8. Functional Pelvic Floor Training
Pelvic floor activation must be integrated into daily activities:
- Pre-contraction before coughing or lifting (“the knack”)
- During sit-to-stand and stair climbing
- During exercise and physical work
Functional training ensures real-life continence control.
9. Pelvic Floor Physiotherapy for Urge Urinary Incontinence
Key Strategies
- Pelvic floor contraction to suppress urgency
- Bladder retraining techniques
- Delayed voiding strategies
- Relaxation and breathing control
Pelvic floor contractions help inhibit detrusor overactivity via reflex pathways.
10. Adjunctive Physiotherapy Interventions
10.1 Bladder Training
- Scheduled voiding
- Gradual increase in voiding interval
- Urgency suppression techniques
10.2 Breathing and Core Integration
- Diaphragmatic breathing
- Transversus abdominis–pelvic floor synergy
10.3 Postural Correction
- Reduction of chronic downward pressure
- Improved load distribution across pelvic floor
11. Biofeedback and Electrical Stimulation (Adjuncts)
| Modality | Indication |
|---|---|
| Biofeedback | Poor muscle awareness |
| Electrical stimulation | Very weak or inactive pelvic floor |
| Vaginal weights | Selective strengthening |
These are adjuncts, not substitutes, for active training.
12. Outcome Measures
| Domain | Measure |
|---|---|
| Symptom severity | Leakage diary |
| Muscle performance | Endurance time |
| Functional control | Pad usage |
| Quality of life | Validated questionnaires |
13. Prognosis and Long-Term Management
- Significant improvement in 60–80% of stress UI cases
- Best outcomes with supervised training
- Lifelong pelvic floor maintenance is recommended
- Early intervention prevents progression to prolapse or surgery
14. Clinical Pearls
- Correct muscle activation is more important than intensity
- Consistency determines success
- Pelvic floor training should be task-specific
- Education and reassurance improve adherence
- Physiotherapy should precede surgical consideration
Conclusion
Pelvic floor physiotherapy is the cornerstone of conservative management for urinary incontinence.
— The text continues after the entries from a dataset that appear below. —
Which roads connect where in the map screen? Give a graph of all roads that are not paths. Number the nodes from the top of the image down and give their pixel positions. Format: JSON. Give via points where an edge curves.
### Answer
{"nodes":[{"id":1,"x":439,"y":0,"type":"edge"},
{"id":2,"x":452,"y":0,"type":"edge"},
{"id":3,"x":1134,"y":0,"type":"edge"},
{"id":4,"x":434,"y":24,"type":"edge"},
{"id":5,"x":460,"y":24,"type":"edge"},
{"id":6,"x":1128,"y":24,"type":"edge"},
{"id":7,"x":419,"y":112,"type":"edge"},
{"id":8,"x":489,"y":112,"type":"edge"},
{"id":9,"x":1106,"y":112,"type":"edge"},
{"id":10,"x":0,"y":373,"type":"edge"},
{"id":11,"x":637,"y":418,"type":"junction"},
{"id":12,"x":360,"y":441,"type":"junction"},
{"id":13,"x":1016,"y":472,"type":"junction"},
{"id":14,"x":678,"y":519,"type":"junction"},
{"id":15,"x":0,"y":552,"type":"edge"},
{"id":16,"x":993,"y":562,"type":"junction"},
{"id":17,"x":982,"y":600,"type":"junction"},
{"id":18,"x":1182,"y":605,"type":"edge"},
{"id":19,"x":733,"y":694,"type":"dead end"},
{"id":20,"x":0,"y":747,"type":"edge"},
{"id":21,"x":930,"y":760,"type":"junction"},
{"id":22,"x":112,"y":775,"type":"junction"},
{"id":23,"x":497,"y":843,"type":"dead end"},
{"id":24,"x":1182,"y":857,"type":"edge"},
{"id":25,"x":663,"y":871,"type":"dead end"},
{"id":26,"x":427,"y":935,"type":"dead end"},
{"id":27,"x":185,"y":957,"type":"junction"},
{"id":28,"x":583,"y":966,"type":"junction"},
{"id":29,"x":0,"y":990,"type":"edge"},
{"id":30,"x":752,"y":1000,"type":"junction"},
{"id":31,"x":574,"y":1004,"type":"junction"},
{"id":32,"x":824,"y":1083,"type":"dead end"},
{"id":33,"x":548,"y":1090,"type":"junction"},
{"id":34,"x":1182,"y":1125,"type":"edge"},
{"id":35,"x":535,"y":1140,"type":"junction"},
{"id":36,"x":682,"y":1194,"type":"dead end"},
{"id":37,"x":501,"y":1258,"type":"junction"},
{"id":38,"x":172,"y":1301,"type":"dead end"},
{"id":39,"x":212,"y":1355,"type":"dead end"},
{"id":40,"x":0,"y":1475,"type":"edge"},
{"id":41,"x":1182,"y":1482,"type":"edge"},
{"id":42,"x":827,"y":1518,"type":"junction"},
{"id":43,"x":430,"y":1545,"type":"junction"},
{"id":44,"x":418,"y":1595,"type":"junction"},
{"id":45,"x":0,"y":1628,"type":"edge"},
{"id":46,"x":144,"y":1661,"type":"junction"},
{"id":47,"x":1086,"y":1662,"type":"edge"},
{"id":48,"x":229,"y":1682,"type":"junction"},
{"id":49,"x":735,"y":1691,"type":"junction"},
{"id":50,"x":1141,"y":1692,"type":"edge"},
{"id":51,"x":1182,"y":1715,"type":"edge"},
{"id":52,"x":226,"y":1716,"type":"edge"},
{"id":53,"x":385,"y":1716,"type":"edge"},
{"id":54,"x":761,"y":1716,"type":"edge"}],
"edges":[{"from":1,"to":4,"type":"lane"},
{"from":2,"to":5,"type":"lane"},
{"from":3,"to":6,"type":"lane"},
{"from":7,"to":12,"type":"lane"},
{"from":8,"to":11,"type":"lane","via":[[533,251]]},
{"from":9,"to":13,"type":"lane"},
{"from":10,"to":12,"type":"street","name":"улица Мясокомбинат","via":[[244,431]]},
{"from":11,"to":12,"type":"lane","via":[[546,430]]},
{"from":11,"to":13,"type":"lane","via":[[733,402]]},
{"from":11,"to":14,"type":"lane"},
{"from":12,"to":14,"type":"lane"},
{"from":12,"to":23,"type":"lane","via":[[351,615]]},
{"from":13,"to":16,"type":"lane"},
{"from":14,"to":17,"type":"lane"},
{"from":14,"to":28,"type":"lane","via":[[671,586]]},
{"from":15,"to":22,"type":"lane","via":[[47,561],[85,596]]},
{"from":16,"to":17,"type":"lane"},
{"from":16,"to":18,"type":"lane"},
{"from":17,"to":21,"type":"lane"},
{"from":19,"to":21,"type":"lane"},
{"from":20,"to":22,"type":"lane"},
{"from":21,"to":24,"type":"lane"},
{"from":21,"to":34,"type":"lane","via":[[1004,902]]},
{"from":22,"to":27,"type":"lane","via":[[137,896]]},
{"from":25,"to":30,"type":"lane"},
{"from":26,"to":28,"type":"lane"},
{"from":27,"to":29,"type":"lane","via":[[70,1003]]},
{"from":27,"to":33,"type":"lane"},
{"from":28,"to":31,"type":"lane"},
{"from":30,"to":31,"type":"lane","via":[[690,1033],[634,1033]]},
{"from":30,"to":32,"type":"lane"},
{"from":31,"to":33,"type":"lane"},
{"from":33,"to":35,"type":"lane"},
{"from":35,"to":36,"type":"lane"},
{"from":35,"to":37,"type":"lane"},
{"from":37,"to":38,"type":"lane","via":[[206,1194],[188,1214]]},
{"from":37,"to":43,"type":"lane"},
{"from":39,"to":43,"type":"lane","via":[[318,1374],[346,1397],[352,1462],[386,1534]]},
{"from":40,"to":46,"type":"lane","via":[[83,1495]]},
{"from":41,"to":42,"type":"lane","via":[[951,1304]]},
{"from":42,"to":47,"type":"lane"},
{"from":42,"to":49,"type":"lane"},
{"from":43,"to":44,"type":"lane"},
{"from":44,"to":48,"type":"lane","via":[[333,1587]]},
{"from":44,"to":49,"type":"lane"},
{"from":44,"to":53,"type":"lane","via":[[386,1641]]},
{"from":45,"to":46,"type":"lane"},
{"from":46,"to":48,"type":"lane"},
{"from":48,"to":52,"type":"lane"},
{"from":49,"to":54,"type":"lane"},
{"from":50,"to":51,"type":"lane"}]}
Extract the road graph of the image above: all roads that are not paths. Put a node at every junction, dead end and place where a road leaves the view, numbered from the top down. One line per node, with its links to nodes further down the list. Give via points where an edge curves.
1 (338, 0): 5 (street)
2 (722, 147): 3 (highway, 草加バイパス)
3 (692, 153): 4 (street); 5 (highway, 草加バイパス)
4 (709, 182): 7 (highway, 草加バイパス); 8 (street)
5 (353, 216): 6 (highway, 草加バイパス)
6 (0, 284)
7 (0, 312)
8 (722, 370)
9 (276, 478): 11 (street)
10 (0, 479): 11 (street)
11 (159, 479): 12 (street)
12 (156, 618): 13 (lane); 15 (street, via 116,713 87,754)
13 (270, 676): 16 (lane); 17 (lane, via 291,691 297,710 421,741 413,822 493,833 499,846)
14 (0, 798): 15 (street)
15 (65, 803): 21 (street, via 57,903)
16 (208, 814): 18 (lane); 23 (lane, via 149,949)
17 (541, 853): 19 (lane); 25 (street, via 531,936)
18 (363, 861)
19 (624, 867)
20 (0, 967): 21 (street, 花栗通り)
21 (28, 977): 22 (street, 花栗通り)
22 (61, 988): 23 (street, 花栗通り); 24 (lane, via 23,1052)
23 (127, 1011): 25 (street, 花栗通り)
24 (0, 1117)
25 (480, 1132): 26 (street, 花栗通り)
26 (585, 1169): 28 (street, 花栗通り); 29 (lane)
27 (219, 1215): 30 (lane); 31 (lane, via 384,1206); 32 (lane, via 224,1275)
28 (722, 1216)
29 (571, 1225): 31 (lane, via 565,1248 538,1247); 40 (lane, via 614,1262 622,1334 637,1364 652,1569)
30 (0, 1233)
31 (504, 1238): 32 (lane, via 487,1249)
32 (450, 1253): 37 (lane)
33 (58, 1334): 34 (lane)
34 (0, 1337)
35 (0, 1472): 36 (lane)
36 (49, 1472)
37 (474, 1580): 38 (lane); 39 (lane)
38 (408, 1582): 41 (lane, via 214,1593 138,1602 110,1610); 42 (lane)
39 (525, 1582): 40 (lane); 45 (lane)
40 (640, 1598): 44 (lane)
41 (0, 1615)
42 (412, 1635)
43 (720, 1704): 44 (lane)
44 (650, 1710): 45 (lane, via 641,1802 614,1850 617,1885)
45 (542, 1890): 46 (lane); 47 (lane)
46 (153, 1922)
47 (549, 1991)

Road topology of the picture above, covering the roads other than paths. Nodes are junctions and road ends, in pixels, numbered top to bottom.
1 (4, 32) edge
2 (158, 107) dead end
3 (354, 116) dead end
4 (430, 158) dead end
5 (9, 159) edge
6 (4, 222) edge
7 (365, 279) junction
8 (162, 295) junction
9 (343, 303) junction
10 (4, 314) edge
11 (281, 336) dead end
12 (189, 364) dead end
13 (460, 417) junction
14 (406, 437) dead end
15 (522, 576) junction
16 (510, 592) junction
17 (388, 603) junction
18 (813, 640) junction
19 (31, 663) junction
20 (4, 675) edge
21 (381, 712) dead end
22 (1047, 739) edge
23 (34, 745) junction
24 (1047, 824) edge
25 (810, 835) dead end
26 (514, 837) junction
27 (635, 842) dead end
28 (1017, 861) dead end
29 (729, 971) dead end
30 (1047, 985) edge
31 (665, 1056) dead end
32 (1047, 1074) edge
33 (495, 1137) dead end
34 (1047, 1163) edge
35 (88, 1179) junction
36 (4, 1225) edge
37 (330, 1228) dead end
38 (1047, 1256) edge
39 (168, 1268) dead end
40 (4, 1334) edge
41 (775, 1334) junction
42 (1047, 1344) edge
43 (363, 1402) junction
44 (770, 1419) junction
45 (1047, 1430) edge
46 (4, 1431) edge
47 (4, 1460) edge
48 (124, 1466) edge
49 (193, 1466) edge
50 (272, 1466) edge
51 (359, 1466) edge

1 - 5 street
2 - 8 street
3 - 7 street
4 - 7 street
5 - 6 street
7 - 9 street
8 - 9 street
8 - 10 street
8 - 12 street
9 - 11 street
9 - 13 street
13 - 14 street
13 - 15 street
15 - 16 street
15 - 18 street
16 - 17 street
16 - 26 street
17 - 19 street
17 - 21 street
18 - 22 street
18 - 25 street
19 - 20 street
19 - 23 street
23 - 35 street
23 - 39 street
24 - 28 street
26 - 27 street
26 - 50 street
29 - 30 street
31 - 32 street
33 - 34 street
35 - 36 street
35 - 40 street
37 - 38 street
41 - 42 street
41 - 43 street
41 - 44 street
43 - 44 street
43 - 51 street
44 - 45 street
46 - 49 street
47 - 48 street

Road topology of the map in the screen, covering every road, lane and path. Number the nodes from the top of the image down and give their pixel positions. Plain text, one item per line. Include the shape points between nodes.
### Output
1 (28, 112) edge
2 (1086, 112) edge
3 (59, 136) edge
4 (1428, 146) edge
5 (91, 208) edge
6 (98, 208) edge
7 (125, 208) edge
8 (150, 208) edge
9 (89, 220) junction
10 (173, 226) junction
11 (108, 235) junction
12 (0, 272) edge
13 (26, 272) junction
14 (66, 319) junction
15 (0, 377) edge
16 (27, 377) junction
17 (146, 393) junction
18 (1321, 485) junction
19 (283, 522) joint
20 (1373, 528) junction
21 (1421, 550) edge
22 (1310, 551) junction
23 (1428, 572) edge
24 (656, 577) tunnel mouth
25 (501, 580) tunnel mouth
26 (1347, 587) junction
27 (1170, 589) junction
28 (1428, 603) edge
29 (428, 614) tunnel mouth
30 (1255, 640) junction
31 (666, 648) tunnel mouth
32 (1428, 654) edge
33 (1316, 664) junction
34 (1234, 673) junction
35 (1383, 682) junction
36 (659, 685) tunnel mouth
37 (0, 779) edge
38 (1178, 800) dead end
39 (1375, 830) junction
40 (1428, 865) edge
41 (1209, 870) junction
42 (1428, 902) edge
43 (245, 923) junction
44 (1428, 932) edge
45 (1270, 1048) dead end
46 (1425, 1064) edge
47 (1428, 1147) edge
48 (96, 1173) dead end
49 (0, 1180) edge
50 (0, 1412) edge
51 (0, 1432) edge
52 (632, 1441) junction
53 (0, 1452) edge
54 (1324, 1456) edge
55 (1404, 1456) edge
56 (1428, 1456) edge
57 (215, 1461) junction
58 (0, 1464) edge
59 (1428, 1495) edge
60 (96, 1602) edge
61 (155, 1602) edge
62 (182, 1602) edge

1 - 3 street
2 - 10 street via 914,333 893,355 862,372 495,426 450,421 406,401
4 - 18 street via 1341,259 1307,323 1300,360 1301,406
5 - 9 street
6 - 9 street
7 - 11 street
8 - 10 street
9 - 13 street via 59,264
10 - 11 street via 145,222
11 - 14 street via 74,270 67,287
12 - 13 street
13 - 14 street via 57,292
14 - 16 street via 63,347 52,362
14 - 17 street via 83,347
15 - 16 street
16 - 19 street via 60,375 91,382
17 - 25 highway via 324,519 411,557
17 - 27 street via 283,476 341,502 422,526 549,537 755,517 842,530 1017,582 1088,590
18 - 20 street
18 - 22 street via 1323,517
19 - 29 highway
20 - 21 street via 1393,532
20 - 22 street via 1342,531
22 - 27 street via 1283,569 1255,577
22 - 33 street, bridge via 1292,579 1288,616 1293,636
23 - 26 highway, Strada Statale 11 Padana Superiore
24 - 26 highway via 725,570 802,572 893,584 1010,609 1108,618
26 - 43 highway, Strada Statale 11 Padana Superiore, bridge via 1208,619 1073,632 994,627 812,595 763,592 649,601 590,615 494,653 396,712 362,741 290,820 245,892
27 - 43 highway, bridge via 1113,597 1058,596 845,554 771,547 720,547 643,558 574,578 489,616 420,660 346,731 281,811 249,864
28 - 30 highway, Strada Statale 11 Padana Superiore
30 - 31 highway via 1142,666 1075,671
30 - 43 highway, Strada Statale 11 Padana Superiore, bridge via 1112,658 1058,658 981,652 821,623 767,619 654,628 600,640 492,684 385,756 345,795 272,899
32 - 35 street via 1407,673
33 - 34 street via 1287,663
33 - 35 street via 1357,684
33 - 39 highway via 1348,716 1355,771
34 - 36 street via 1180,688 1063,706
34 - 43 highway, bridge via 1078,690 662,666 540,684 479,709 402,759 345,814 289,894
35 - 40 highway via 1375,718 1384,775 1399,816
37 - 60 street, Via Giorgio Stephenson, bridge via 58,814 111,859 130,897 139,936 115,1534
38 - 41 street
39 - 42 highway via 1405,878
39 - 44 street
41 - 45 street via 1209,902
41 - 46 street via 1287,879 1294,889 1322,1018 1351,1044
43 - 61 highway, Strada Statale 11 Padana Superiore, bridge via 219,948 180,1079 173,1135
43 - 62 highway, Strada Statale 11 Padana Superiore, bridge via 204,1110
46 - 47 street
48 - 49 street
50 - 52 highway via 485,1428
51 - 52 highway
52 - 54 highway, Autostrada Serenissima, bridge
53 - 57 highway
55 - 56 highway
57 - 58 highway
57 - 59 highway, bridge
Through precise assessment, individualized pelvic floor muscle training, functional integration, and behavioral strategies, physiotherapy effectively restores continence, enhances confidence, and improves quality of life. Its role extends beyond symptom control to long-term pelvic health preservation.
References
- Bø K, Sherburn M. Pelvic floor muscle training for female stress urinary incontinence. Phys Ther.
- Dumoulin C, Hay-Smith J. Pelvic floor muscle training versus no treatment. Cochrane Review.
- Abrams P, et al. Standardisation of terminology of lower urinary tract function. Neurourol Urodyn.
- Hodges PW, Sapsford R. Pelvic floor muscle function. Neurourol Urodyn.
- NICE Guidelines. Urinary incontinence in women.